━━━ Data section

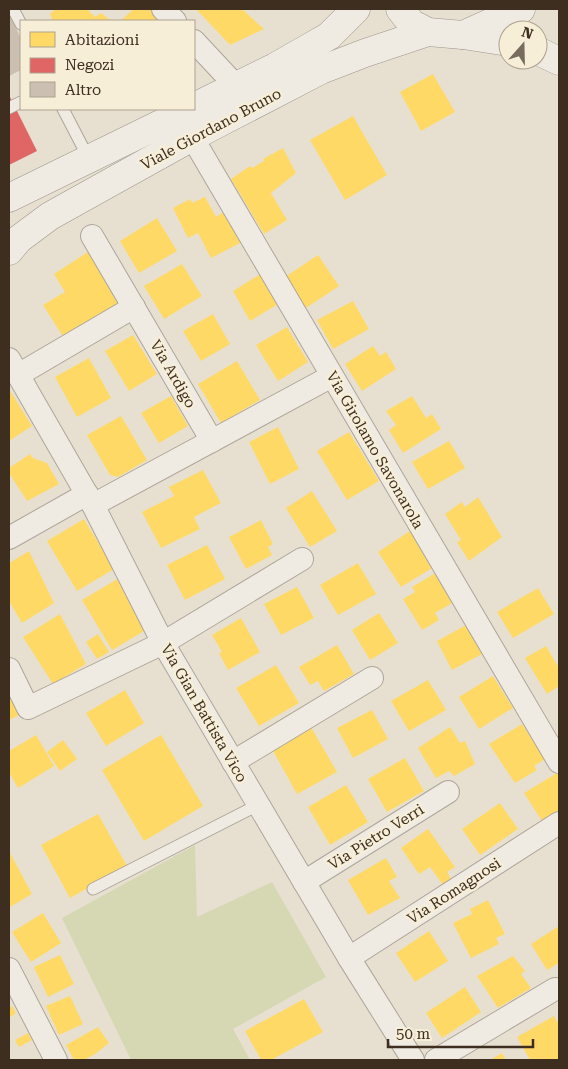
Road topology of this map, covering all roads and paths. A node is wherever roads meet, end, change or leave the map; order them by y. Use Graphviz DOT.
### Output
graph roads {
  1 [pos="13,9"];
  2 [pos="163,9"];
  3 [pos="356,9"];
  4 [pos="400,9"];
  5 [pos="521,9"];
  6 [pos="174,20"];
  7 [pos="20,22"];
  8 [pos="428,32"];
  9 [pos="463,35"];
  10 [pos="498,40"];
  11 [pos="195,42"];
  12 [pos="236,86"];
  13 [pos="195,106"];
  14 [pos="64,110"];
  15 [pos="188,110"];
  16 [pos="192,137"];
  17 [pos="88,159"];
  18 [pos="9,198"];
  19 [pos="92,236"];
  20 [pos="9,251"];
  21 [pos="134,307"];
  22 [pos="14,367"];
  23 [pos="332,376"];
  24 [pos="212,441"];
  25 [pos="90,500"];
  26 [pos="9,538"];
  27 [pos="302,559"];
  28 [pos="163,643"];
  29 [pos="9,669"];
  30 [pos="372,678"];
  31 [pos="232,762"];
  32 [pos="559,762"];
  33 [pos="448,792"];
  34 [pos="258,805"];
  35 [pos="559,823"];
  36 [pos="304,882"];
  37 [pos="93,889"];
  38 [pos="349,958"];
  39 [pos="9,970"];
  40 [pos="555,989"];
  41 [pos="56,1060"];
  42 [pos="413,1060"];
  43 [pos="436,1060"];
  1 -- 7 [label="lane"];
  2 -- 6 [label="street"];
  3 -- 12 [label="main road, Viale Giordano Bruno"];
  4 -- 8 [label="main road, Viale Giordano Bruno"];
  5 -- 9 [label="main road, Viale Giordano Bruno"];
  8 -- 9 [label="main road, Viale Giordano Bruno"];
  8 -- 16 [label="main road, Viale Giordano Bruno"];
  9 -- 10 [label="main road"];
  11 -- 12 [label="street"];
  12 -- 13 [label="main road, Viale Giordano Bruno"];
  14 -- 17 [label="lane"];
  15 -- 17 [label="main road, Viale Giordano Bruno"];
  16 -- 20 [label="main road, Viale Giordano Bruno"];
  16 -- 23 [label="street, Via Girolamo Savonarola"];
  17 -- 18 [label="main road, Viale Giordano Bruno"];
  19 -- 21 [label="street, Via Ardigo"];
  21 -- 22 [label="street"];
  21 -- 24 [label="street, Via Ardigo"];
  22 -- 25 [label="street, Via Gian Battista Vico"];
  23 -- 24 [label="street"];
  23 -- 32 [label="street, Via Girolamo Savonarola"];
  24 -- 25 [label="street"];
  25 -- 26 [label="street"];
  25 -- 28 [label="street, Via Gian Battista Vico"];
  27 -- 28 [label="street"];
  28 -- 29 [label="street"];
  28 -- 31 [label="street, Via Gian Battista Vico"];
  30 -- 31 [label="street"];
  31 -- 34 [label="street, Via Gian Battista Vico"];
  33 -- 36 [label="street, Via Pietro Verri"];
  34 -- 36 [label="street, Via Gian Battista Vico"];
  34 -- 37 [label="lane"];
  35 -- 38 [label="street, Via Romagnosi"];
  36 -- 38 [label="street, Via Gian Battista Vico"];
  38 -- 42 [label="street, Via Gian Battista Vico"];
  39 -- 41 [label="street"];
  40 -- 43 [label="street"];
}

━━━━━━

• [Activity] The required output is each record above, reproduced exactly, without its pictures.

• [Written response]
Road topology of this map, covering all roads and paths. A node is wherever roads meet, end, change or leave the map; order them by y. Use Graphviz DOT.
### Output
graph roads {
  1 [pos="13,9"];
  2 [pos="163,9"];
  3 [pos="356,9"];
  4 [pos="400,9"];
  5 [pos="521,9"];
  6 [pos="174,20"];
  7 [pos="20,22"];
  8 [pos="428,32"];
  9 [pos="463,35"];
  10 [pos="498,40"];
  11 [pos="195,42"];
  12 [pos="236,86"];
  13 [pos="195,106"];
  14 [pos="64,110"];
  15 [pos="188,110"];
  16 [pos="192,137"];
  17 [pos="88,159"];
  18 [pos="9,198"];
  19 [pos="92,236"];
  20 [pos="9,251"];
  21 [pos="134,307"];
  22 [pos="14,367"];
  23 [pos="332,376"];
  24 [pos="212,441"];
  25 [pos="90,500"];
  26 [pos="9,538"];
  27 [pos="302,559"];
  28 [pos="163,643"];
  29 [pos="9,669"];
  30 [pos="372,678"];
  31 [pos="232,762"];
  32 [pos="559,762"];
  33 [pos="448,792"];
  34 [pos="258,805"];
  35 [pos="559,823"];
  36 [pos="304,882"];
  37 [pos="93,889"];
  38 [pos="349,958"];
  39 [pos="9,970"];
  40 [pos="555,989"];
  41 [pos="56,1060"];
  42 [pos="413,1060"];
  43 [pos="436,1060"];
  1 -- 7 [label="lane"];
  2 -- 6 [label="street"];
  3 -- 12 [label="main road, Viale Giordano Bruno"];
  4 -- 8 [label="main road, Viale Giordano Bruno"];
  5 -- 9 [label="main road, Viale Giordano Bruno"];
  8 -- 9 [label="main road, Viale Giordano Bruno"];
  8 -- 16 [label="main road, Viale Giordano Bruno"];
  9 -- 10 [label="main road"];
  11 -- 12 [label="street"];
  12 -- 13 [label="main road, Viale Giordano Bruno"];
  14 -- 17 [label="lane"];
  15 -- 17 [label="main road, Viale Giordano Bruno"];
  16 -- 20 [label="main road, Viale Giordano Bruno"];
  16 -- 23 [label="street, Via Girolamo Savonarola"];
  17 -- 18 [label="main road, Viale Giordano Bruno"];
  19 -- 21 [label="street, Via Ardigo"];
  21 -- 22 [label="street"];
  21 -- 24 [label="street, Via Ardigo"];
  22 -- 25 [label="street, Via Gian Battista Vico"];
  23 -- 24 [label="street"];
  23 -- 32 [label="street, Via Girolamo Savonarola"];
  24 -- 25 [label="street"];
  25 -- 26 [label="street"];
  25 -- 28 [label="street, Via Gian Battista Vico"];
  27 -- 28 [label="street"];
  28 -- 29 [label="street"];
  28 -- 31 [label="street, Via Gian Battista Vico"];
  30 -- 31 [label="street"];
  31 -- 34 [label="street, Via Gian Battista Vico"];
  33 -- 36 [label="street, Via Pietro Verri"];
  34 -- 36 [label="street, Via Gian Battista Vico"];
  34 -- 37 [label="lane"];
  35 -- 38 [label="street, Via Romagnosi"];
  36 -- 38 [label="street, Via Gian Battista Vico"];
  38 -- 42 [label="street, Via Gian Battista Vico"];
  39 -- 41 [label="street"];
  40 -- 43 [label="street"];
}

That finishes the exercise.